On Thu, Feb 7, 2013 at 4:48 PM, Yaron Minsky <yminsky at janestreet.com> wrote:
> Thanks Leo!  This is very helpful.  Maybe we should throw this up on a
> wiki page somewhere, and keep it up to date as proposals show up.
>
> A few notes of my own below.
>
> On Wed, Feb 6, 2013 at 1:11 PM, Leo White <lpw25 at cam.ac.uk> wrote:
>> c) Sebastien Mondet suggested that run-time types or dyntype might be
>> sufficient without ppx for many extensions.
>>
>> Markus Mottl pointed out that there are runtime performance
>> implications for using those solutions.
>
> I strongly agree with Markus on this.  Run-time types are lovely, but
> we really need something more efficient for the vast majority of our
> camlp4 needs.  Using a comparison function constructed with run-time
> types, for example, would be a disaster performance wise.  We've done
> experiments internally, and the performance hit is absolutely
> crushing.
>
>> d) Jeremy suggested that rather than implementing extensions as AST
>> transformers that operate over the whole AST they might be implemented    as
>> transformers only for the part of the AST that they were to operate    on.
>> So an extension used like this:
>>
>>      (:perform
>>          x <-- m;
>>          y <-- n;
>>          return (x y))
>>
>>    would be implemented as a function with type:
>>
>>      val perform : Parsetree.expression -> Parsetree.expression
>>
>>    He suggests that this may help with scoping, safety and
>> compositionality.
>>
>>    Alain pointed out that some legitimate uses of ppx don't work nicely
>> with the constraint that they can operate only on a marked fragment. He
>> also pointed out that handling extensions as those extensions are found
>> within the source forces a top-down expansion order, which is not
>> necessarily desirable.
>
> I wonder if this is a place where we can have it both ways: have an
> underlying ppx mechanism that is a whole-AST transformation; and
> expose libraries that support more disciplined, scoped
> transformations.  We could strongly encourage the latter, but still
> allow the former when necessary.
>
>> e) I suggested an extension to Jeremy's proposal. This involves giving the
>> expansion functions in their own kind of file (".mlq" - compiled to
>> ".cmq"), referring to them using a namespace mechanism, and then having
>> the compiler itself perform the expansion of the extensions.
>>
>>    There are more details in my blog post:
>>
>>      http://www.lpw25.net/2013/02/05/camlp4-alternative-part-2.html
>>
>>    Since such a solution would take a while to implement, and since moving
>> an extension from ppx to it would be trivial, I proposed using ppx for
>> the short/medium term.
>>
>>    I suggested that such a mechanism might improving tooling and make it
>> easier for average users to use extensions.
>>
>>    Both Gabriel and Alain suggested that the use of namespaces might be
>> unnecessary and too heavyweight. Alain also questioned the need for
>> special ".mlq" files.
>
> I do like the idea of eventually getting to a name-spaced solution.
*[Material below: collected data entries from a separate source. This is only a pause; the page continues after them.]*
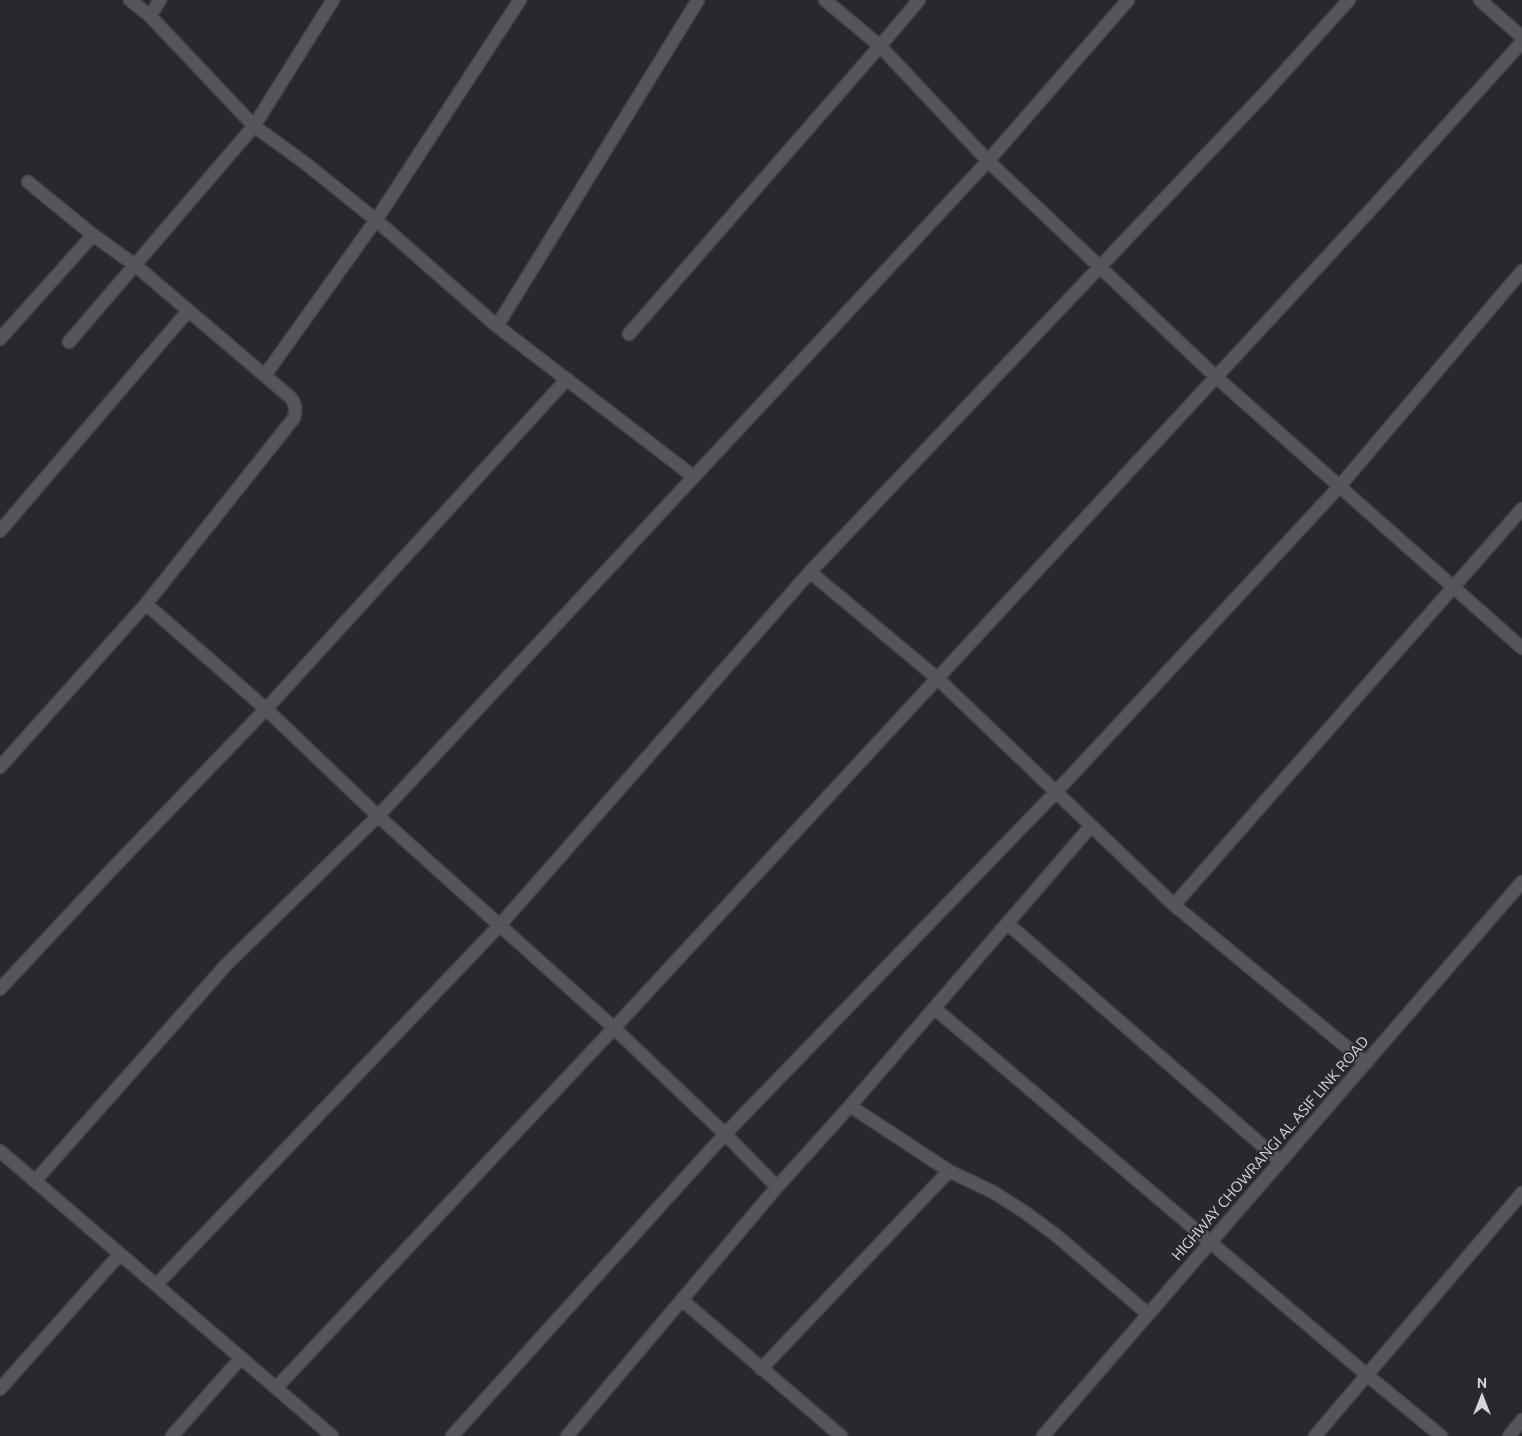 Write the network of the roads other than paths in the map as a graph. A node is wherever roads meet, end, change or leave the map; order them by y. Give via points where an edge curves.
1 (130, 0) edge
2 (160, 0) edge
3 (333, 0) edge
4 (520, 0) edge
5 (698, 0) edge
6 (825, 0) edge
7 (919, 0) edge
8 (1128, 0) edge
9 (1348, 0) edge
10 (1480, 0) edge
11 (150, 16) junction
12 (1522, 37) edge
13 (1522, 42) edge
14 (880, 46) junction
15 (254, 126) junction
16 (988, 161) junction
17 (28, 182) dead end
18 (376, 220) junction
19 (93, 235) junction
20 (134, 265) junction
21 (1101, 267) junction
22 (1522, 271) edge
23 (188, 311) junction
24 (497, 326) junction
25 (629, 334) dead end
26 (0, 339) edge
27 (69, 342) dead end
28 (265, 376) junction
29 (1216, 377) junction
30 (566, 379) junction
31 (694, 477) junction
32 (1339, 487) junction
33 (1522, 509) edge
34 (0, 532) edge
35 (810, 572) junction
36 (1453, 587) junction
37 (146, 604) junction
38 (1522, 648) edge
39 (937, 678) junction
40 (266, 709) junction
41 (0, 767) edge
42 (1056, 792) junction
43 (378, 816) junction
44 (1091, 826) junction
45 (1522, 882) edge
46 (1174, 905) junction
47 (1008, 924) junction
48 (500, 925) junction
49 (0, 989) edge
50 (934, 1008) junction
51 (614, 1028) junction
52 (1366, 1063) junction
53 (850, 1106) junction
54 (725, 1134) junction
55 (0, 1151) edge
56 (1280, 1161) junction
57 (949, 1171) junction
58 (35, 1181) junction
59 (777, 1187) junction
60 (1522, 1193) edge
61 (1211, 1241) junction
62 (120, 1254) junction
63 (156, 1285) junction
64 (682, 1300) junction
65 (1148, 1314) junction
66 (241, 1358) junction
67 (761, 1369) junction
68 (1367, 1375) junction
69 (276, 1388) junction
70 (0, 1389) edge
71 (1522, 1420) edge
72 (570, 1435) edge
73 (172, 1436) edge
74 (332, 1436) edge
75 (452, 1436) edge
76 (841, 1436) edge
77 (1042, 1436) edge
78 (1315, 1436) edge
79 (1441, 1436) edge
80 (1509, 1436) edge

1 - 11 street
2 - 11 street
3 - 15 street
4 - 18 street
5 - 24 street
6 - 14 street
7 - 14 street
8 - 16 street
9 - 21 street
10 - 12 street
11 - 15 street
13 - 29 street
14 - 16 street
14 - 25 street
15 - 18 street
15 - 20 street
16 - 21 street
16 - 31 street
17 - 19 street
18 - 24 street
18 - 28 street
19 - 20 street
19 - 26 street
20 - 23 street
20 - 27 street
21 - 29 street
21 - 35 street
22 - 32 street
23 - 28 street
23 - 34 street
24 - 30 street
28 - 37 street via 296,404 294,418
29 - 32 street
29 - 39 street
30 - 31 street
30 - 40 street
31 - 43 street
32 - 36 street
32 - 42 street
33 - 36 street
35 - 39 street
35 - 48 street
36 - 38 street
36 - 46 street
37 - 40 street
37 - 41 street
39 - 42 street
39 - 51 street
40 - 43 street
40 - 49 street
42 - 44 street
42 - 54 street
43 - 48 street
43 - 58 street via 226,965
44 - 46 street
44 - 47 street
45 - 52 street, HIGHWAY CHOWRANGI AL ASIF LINK ROAD
46 - 52 street
47 - 50 street
47 - 56 street
48 - 51 street
48 - 63 street
50 - 53 street
50 - 61 street
51 - 54 street
51 - 69 street
52 - 56 street, HIGHWAY CHOWRANGI AL ASIF LINK ROAD
53 - 57 street
53 - 59 street
54 - 59 street
54 - 75 street
55 - 58 street
56 - 61 street, HIGHWAY CHOWRANGI AL ASIF LINK ROAD
57 - 65 street via 993,1192 1026,1213
57 - 67 street
58 - 62 street
59 - 64 street
60 - 68 street
61 - 65 street, HIGHWAY CHOWRANGI AL ASIF LINK ROAD
61 - 68 street
62 - 63 street
62 - 70 street
63 - 66 street
64 - 67 street
64 - 72 street
65 - 77 street, HIGHWAY CHOWRANGI AL ASIF LINK ROAD
66 - 69 street
66 - 73 street
67 - 76 street
68 - 78 street
68 - 79 street
69 - 74 street
71 - 80 street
> In our world, there are really two cases: one, where we really just
> want to extend the language, and we're happy to specify which language
> we're using fairly broadly at the build-system level.  For such
> things, namespaces do not seem helpful.
>
> The other case is where you want to invoke a particular,
> special-purpose syntax extension for just one file.  There, having
> something that would allow the specification of the extension in the
> file, ideally with some integration with namespaces, seems lovely.
> That said, I think it's a less important use-case in the current
> world.
>
> I wonder, does anyone on the list of have much experience with
> Scheme's approach to macros?  There's been a lot of work there,
> covering everything from hygeine to integration with module systems.
> It would be great to leverage off of that experience.